==== Data extracts

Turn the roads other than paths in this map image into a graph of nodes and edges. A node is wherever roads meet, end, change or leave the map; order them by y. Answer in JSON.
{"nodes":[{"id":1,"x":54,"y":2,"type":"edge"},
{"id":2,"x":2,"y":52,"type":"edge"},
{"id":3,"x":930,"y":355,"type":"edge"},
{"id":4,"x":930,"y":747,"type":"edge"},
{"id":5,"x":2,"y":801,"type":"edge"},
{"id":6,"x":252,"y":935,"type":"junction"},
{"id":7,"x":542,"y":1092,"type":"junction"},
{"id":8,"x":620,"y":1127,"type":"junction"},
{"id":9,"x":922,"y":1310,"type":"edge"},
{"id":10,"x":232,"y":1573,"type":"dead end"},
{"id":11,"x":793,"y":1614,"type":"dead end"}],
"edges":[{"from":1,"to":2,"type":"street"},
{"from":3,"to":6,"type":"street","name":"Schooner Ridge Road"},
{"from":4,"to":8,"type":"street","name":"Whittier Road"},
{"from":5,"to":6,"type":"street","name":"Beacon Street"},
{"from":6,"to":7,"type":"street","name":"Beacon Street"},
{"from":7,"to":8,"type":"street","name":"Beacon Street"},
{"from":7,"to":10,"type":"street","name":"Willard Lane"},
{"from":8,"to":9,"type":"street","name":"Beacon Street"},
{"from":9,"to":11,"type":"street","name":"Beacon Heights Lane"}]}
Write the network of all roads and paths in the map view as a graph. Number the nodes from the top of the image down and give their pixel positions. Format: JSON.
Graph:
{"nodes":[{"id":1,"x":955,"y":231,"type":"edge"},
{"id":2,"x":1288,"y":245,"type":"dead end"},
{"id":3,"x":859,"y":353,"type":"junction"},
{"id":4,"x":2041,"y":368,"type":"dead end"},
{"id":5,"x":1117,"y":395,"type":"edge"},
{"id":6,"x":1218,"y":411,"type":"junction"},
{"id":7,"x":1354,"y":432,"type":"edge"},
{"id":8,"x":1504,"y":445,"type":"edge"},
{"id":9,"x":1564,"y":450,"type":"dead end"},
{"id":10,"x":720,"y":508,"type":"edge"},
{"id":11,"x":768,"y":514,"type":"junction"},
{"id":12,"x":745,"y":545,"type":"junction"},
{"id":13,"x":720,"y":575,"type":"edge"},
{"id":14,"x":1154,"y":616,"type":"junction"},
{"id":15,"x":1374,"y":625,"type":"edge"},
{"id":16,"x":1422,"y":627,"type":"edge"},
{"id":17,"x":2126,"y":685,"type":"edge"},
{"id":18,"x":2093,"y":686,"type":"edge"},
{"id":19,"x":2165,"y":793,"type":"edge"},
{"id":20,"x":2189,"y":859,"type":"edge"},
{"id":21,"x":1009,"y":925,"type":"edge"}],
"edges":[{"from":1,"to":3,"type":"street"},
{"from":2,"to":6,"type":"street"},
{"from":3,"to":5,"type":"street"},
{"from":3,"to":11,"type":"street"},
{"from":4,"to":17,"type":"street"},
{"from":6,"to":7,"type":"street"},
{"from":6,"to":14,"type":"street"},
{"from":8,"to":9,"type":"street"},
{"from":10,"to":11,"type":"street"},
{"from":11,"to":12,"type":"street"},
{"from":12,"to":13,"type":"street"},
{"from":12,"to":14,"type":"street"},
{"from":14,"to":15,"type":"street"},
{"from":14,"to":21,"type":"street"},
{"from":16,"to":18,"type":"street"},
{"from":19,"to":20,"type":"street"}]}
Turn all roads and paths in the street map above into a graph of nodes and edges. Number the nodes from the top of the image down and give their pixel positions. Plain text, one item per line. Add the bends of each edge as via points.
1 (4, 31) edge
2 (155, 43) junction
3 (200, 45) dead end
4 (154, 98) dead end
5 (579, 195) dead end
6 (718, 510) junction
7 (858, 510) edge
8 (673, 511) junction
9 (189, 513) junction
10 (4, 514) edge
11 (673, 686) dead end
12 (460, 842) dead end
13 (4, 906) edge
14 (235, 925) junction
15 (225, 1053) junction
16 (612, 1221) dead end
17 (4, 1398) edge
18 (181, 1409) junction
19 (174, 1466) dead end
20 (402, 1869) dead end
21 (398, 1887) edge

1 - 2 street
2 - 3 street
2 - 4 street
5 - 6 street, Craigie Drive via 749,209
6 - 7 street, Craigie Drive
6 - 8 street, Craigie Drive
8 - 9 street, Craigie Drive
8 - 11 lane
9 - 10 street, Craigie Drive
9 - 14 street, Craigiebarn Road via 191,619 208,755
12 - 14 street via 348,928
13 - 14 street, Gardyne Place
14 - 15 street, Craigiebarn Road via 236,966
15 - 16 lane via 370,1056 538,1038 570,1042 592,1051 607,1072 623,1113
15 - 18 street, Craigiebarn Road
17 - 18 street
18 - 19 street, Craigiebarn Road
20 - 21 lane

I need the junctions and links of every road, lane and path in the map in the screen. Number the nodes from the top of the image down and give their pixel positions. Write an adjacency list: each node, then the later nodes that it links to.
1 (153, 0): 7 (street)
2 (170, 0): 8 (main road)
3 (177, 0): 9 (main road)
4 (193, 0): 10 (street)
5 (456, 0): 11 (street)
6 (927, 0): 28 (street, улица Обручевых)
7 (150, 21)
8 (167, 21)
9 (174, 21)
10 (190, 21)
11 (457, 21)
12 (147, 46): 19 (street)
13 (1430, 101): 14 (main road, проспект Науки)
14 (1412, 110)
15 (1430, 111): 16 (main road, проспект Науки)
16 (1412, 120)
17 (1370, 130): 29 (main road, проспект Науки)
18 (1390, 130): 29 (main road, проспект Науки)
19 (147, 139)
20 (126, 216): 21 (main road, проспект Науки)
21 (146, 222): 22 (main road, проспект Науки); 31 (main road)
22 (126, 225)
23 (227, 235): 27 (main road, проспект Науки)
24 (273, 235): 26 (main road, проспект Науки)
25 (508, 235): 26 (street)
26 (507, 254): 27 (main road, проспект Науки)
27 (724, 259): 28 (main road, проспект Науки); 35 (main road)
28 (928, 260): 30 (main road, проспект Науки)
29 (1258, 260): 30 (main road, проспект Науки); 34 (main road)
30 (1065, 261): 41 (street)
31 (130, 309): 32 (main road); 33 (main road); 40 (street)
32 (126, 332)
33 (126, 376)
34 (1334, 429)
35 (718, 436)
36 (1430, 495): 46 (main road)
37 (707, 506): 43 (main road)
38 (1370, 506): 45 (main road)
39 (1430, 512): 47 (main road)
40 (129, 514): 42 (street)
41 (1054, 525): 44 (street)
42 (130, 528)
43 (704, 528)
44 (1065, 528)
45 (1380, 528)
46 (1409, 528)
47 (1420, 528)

========

**Exercise objective**: Only lines containing "each" belong in the answer; copy every such line from the records.

**Answer for this exercise**:
Turn all roads and paths in the street map above into a graph of nodes and edges. Number the nodes from the top of the image down and give their pixel positions. Plain text, one item per line. Add the bends of each edge as via points.
I need the junctions and links of every road, lane and path in the map in the screen. Number the nodes from the top of the image down and give their pixel positions. Write an adjacency list: each node, then the later nodes that it links to.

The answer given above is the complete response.